Onion sets can be susceptible to a variety of diseases, including onion smut, white rot, and onion downy mildew. To prevent disease, make sure your soil is well-draining and does not become waterlogged. Consider using disease-resistant onion varieties, practicing crop rotation, and avoiding overhead watering.


Common pests that can affect onion sets include onion maggots, thrips, and aphids. To prevent pest damage, use insecticidal soap or neem oil, plant your onion sets at the appropriate time, and practice good garden hygiene by removing any plant debris or weeds that may attract pests.

Frequently Asked Questions about Growing Onion Sets

Growing onion sets can be a rewarding experience, but it’s common to have questions along the way. We’ve compiled a list of frequently asked questions to help guide you through the process.

How do I store onion sets before planting?

Onion sets should be kept cool and dry before planting. Store them in a well-ventilated area, away from direct sunlight and moisture. Ideally, they should be stored at a temperature between 35-40°F.

What is the optimal planting depth for onion sets?

Onion sets should be planted at a depth of 1 to 1.5 inches. It’s important not to plant them too deeply, as this can result in stunted growth.

How do I prevent my onion sets from bolting?

To prevent onion sets from bolting, it’s important to plant them at the right time and provide them with adequate water and nutrients. Avoid planting them too early in the season when temperatures are still cool, and make sure they receive consistent moisture.

Can I grow onion sets in containers?

Yes, onion sets can be grown in containers as long as the container is at least 8 inches deep and has good drainage. Use a well-draining potting mix and make sure to water them regularly.
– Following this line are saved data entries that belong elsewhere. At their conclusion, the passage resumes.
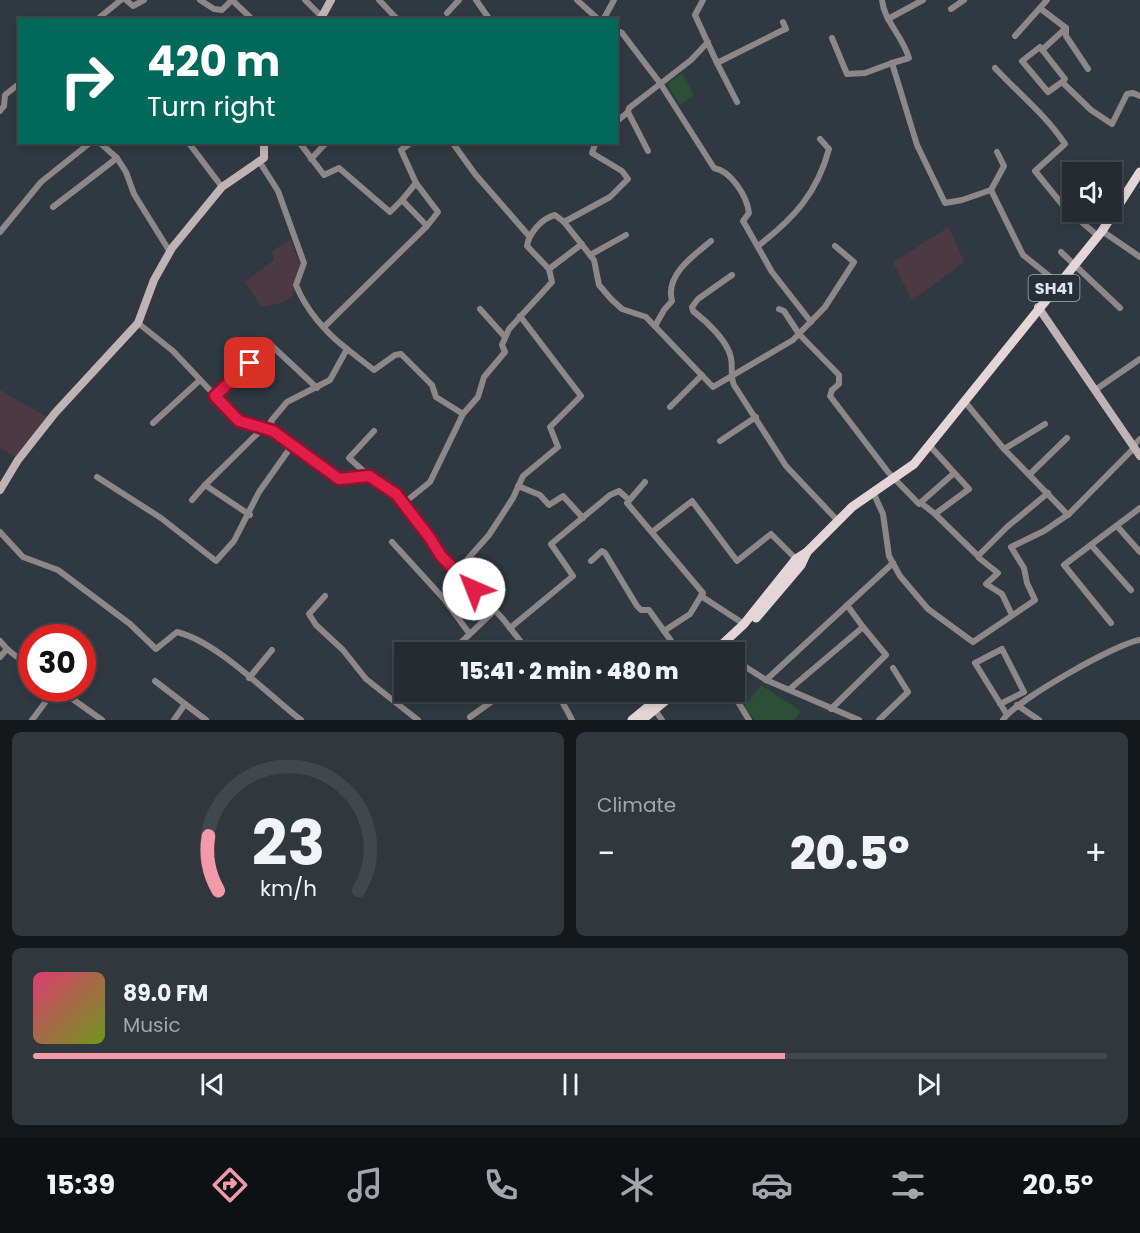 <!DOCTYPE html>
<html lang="en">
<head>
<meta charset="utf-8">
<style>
  :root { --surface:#242b31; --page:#30373d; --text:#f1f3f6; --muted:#a3a7ab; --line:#41474d; --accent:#f39aa8 }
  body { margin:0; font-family:Poppins,sans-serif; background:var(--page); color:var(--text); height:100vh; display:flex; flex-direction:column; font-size:22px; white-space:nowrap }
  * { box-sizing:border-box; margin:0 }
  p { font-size:20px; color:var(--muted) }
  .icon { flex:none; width:33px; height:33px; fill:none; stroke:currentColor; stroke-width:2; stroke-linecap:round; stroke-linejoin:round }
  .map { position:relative; height:720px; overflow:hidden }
  .details { display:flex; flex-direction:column; gap:12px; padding:12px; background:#14181b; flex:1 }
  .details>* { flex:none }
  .hud { position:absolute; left:18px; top:18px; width:600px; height:126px; border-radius:0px; box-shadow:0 3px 9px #0003,0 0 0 2px var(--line); background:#00695c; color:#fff; overflow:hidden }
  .tools { position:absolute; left:1062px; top:162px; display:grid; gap:12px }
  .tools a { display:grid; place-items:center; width:60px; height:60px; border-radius:0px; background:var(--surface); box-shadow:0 3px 9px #0003,0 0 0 2px var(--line); font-size:30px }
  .speed { position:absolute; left:18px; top:624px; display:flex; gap:12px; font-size:30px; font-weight:700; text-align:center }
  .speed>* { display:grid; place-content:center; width:78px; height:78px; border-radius:50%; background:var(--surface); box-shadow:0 3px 9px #0003,0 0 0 2px var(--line); line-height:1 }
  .speed .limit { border:9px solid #d22; background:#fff; color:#111 }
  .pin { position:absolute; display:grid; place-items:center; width:51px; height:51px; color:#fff; margin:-26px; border-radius:12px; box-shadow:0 3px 9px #0006 }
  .me { position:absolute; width:66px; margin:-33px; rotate:316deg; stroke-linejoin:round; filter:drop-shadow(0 0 4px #0008) }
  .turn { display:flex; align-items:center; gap:21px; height:126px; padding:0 30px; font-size:27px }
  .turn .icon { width:78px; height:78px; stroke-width:2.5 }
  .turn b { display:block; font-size:42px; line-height:51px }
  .big { font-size:45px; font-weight:800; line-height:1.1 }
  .details .card { flex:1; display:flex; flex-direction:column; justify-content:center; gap:9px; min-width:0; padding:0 21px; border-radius:9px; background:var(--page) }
  .details .dial { align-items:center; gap:0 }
  .dial svg { height:156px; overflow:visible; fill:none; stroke:var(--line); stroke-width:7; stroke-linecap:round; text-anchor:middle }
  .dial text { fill:var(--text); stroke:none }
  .song { display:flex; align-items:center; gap:18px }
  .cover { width:72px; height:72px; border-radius:9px; background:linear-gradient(135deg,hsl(340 70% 55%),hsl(80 70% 35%)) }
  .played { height:6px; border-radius:3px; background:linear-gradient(90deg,var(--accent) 70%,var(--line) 70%) }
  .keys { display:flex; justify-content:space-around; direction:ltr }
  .heat { display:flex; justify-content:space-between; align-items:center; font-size:33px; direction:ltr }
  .details .tiles { flex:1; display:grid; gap:12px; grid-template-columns:1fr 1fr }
  .card:last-child { grid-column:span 2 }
  .trip { position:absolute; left:394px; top:642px; width:351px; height:60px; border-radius:0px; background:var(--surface); box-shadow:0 3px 9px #0003,0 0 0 2px var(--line); font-weight:800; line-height:60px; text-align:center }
  .tabs { display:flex; height:96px; justify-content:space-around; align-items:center; background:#0e1114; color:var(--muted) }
  .tabs .icon { width:42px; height:42px }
  .tabs .current { color:var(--accent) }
  .tabs b { font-size:27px; color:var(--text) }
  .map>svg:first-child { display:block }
</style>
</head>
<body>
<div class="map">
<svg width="1140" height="720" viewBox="0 0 1140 720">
  <rect width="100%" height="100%" fill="#303941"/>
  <g fill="#4c3942">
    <polygon points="949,227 964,262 912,300 893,262"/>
    <polygon points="290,240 301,266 292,296 281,303 262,307 245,282 274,260 272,251"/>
    <polygon points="0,390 47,417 15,457 0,447"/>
  </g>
  <g fill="#2d4e37">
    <polygon points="682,73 694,95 680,105 667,84"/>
    <polygon points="761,685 801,711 795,720 756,720 743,708"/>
  </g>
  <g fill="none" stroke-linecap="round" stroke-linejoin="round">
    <g stroke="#8e8787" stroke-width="6">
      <polyline points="126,0 133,6 144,0"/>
      <polyline points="200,0 214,9 222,10 232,0 253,20"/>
      <polyline points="305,0 322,17"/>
      <polyline points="379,0 398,20"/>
      <polyline points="476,0 490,20"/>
      <polyline points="577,0 599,20"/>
      <polyline points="703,0 695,15 717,63 781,31 786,29 783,22"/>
      <path d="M882 0C884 21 902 35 909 58L892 63"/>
      <polyline points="951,9 964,0"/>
      <polyline points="1041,9 1066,28 1066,36 1088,69"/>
      <polyline points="447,13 459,0"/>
      <polyline points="888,19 923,0"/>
      <polyline points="102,20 100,17 121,0"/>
      <polyline points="603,20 614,0"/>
      <path d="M616 30 622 33 660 83 714 168C731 171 747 196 749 213L743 221 746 226 772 272 811 322"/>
      <polyline points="1015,36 1047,0"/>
      <polyline points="832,38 847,74 865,73 892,63 917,145 945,203 962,200 991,190"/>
      <polyline points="1042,50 1066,28"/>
      <polyline points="717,63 737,102"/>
      <path d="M995 68C1019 94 1045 114 1065 144L1035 171 1065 208 1098 236"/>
      <polyline points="1062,82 1048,92 1022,61 1040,47 1065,79 1062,82 1091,110 1112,124 1127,94 1133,93 1140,96"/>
      <polyline points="0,111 4,106 5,95 20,83"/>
      <polyline points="616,122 628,112"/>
      <polyline points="99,142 117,158 126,172 134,194 170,252"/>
      <polyline points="188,142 222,187"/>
      <polyline points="299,142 324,175 339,168 390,212 402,200"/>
      <polyline points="452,142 475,174 529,236"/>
      <polyline points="648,151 628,112 629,108 691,60 708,42"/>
      <polyline points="997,152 1004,166 991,190 1023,255 1058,283"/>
      <polyline points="311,159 327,142"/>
      <path d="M259 161 278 191 304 263 296 285C306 310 326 333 347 349L330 380 287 402 271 421 273 431"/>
      <polyline points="416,183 438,212 427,226"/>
      <polyline points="53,207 117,158"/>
      <polyline points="564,222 610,197 628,179 622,171 592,153 596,142"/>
      <polyline points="1102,231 1140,257"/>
      <polyline points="0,232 41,182 91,142"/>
      <path d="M758 246C793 219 817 194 829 149L820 139"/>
      <polyline points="1061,252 1120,308"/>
      <polyline points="590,255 626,235"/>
      <path d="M549 269 527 246C529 233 542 218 555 215L564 222 594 260 599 285 611 299 622 309 646 317 713 387 793 340 825 307 854 262 835 246"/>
      <path d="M732 275 698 299 692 307 693 311C706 321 728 341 731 358 733 368 730 376 734 385L786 466 838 521"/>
      <polyline points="480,309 505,337"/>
      <polyline points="779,309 784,311 799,334 839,375 839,384 832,390 830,396 888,472 919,504 953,474"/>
      <polyline points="138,323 173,351 239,421 273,431 339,479 369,476 396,494 430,538 441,556 464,577 503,619 529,652"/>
      <path d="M655 326 664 310 672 301C665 275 693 256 711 241"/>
      <polyline points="324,327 427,226 402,200 416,183 401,150 412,142"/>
      <polyline points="347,349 374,370 395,355 401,354 432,385 436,397 463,414"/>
      <polyline points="1095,390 1140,359"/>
      <polyline points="215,396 271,345 317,388"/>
      <polyline points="965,402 1004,449 1068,515"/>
      <polyline points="670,407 702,375"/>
      <polyline points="153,423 200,380"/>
      <polyline points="720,441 756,417"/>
      <polyline points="930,446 969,489 935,514 978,556 1007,527 1048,493"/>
      <polyline points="1133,446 1140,439"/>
      <polyline points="1004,449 1045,424"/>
      <polyline points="1030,474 1067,438"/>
      <polyline points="369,476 349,458 374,431"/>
      <polyline points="97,477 161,518 216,561 234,541 259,492 293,444"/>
      <polyline points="645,482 627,503 703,593 701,596 744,624"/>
      <polyline points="518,486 540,495 549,505 563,496 583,518"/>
      <polyline points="873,492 883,514 889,556 900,576 928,609 973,642 1035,600 1027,583 1024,568 1011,547 1044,531 1069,514 1134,448"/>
      <polyline points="192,500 205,485"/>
      <polyline points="404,503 430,482 463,414 478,397 484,377 505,352 502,345 509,329 552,282 549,269 582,244"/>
      <polyline points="921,503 935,514"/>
      <polyline points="250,515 205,485 262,429"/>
      <polyline points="1117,526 1140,552"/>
      <path d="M0 532 23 557 58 570 130 624 156 649 177 632C218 642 267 694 301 720"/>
      <polyline points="652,532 692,501 737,561 771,534 796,559"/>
      <polyline points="392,542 444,599 469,633"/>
      <polyline points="1091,545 1131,590"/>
      <polyline points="979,558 998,573 986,584 1002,594 1012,615"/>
      <polyline points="591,561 602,551 605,553 637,606 641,610 649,610 664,631 690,614 701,596"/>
      <polyline points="457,571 489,535 513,498 523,476 558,447 550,427 581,396 520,316"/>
      <polyline points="325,596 309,614 316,625 343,650 366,679 418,720"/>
      <polyline points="1111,623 1064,565 1140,508"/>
      <polyline points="510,628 573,576 551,544 610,495 619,491 628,499"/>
      <polyline points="664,631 679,652"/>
      <polyline points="0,641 7,649"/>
      <polyline points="451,652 494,611"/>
      <polyline points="723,652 724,652"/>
      <polyline points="0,657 7,649 32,669"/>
      <polyline points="735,660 766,680 859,720"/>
      <polyline points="249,678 272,650"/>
      <polyline points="766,680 893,563"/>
      <polyline points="155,681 185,704 174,720"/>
      <polyline points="57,688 102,720"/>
      <polyline points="791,688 863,627 847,605"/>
      <polyline points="557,692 572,720"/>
      <polyline points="732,692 749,720"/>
      <polyline points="185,704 206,720"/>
      <polyline points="1000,704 1024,692 1002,649 975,663 1006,713"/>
      <polyline points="1017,705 1039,720"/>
      <polyline points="831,709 886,655 863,627"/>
      <polyline points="655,710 662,720"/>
      <polyline points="470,717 505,692"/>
      <polyline points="32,720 56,688"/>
      <polyline points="879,720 908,692 893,668"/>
      <path d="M1003 720C1013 702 1119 642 1140 640"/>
    </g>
    <g stroke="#bfb3b4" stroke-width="8">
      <polyline points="320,20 331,0"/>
      <polyline points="1038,307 1140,456"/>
      <polyline points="0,490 18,460 55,413 138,323 154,280 172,248 222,187 264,158 264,142"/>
    </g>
    <g stroke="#e4d5d6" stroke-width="9">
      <polyline points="756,618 801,565 807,552"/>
      <polyline points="714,652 744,624 796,559 807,552 852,507 914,464 1102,231 1140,172"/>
      <polyline points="632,720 666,692"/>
      <polyline points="642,720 676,692"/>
    </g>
  </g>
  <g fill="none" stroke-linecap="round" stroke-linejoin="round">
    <defs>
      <polyline id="route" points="250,363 215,396 239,421 273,431 339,479 369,476 396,494 430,538 441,556 474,589"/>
    </defs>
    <use href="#route" stroke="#92132f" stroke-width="15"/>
    <use href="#route" stroke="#e11d48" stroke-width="10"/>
  </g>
  <g text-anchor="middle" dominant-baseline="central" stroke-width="6" stroke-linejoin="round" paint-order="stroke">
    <rect fill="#262f37" stroke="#a7aeb4" stroke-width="1.5" x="1028.5" y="275" width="51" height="26" rx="4.5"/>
    <g font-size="16" font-weight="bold" fill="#dee4e9">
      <text x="1054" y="288">SH41</text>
    </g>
  </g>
</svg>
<div class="tools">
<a><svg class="icon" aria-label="sound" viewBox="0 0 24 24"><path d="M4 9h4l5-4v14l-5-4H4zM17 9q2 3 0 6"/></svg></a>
</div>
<div class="speed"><div class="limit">30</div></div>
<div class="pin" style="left:250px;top:363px;background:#d93025"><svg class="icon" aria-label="arrive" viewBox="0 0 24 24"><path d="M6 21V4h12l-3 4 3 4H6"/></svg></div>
<svg class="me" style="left:474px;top:589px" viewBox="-20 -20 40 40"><circle r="19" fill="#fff"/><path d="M0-13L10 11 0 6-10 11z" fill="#e11d48"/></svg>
<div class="trip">15:41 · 2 min · 480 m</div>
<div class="hud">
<div class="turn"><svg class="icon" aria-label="right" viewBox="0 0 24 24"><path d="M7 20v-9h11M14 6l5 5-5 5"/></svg><div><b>420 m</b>Turn right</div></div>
</div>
</div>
<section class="details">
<div class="tiles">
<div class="card dial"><svg viewBox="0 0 100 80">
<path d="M14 69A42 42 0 1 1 86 69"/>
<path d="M14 69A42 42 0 0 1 9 41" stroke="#f39aa8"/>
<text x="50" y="56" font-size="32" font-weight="700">23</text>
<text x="50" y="72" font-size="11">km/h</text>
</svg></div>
<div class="card"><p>Climate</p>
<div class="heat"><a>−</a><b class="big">20.5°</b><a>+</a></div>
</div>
<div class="card">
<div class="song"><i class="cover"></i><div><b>89.0 FM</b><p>Music</p></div></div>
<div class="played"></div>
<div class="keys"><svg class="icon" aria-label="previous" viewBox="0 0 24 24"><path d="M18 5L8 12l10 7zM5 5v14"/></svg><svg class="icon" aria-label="pause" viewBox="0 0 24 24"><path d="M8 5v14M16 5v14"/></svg><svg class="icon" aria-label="next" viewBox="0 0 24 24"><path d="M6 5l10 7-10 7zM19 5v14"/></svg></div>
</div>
</div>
</section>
<nav class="tabs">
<b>15:39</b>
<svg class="icon current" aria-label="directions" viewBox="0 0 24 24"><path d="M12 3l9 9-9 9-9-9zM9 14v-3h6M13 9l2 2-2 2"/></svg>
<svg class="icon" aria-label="music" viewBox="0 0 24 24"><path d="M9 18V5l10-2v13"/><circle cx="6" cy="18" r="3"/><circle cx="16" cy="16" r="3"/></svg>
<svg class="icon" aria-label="phone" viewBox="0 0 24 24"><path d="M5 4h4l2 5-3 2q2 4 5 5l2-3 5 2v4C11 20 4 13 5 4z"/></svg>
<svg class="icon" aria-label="climate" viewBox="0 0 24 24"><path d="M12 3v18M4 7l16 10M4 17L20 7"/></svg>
<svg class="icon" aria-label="car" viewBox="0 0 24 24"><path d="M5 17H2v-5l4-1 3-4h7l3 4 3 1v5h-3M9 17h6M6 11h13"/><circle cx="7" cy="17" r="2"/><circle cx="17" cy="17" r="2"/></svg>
<svg class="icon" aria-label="filters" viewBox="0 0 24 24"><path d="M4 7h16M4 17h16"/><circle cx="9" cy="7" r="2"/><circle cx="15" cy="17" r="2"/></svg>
<b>20.5°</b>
</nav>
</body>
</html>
How do I know when to harvest my onion sets?

Onion sets are usually ready to harvest when the tops begin to turn yellow and fall over. Carefully lift them out of the soil using a garden fork, being careful not to damage the bulbs.

How do I cure and store my onion sets after harvest?

To cure and store onion sets, allow them to dry in a warm, dry place for several weeks. Once they’re completely dry, trim the roots and tops and store them in a cool, dry place. They can be stored in a mesh bag or tied together with string and hung up.

How do I control onion maggots in my garden?

To control onion maggots, practice good crop rotation and avoid planting onions in the same spot year after year. You can also use row covers to protect your plants from adult flies. If you do notice maggots in your onions, remove and destroy the affected plants.

Can I grow onions from seed instead of onion sets?

Yes, onions can be grown from seed. However, they can take longer to mature and may not produce as well as onion sets. If you do choose to grow onions from seed, start them indoors several weeks before the last frost date in your area.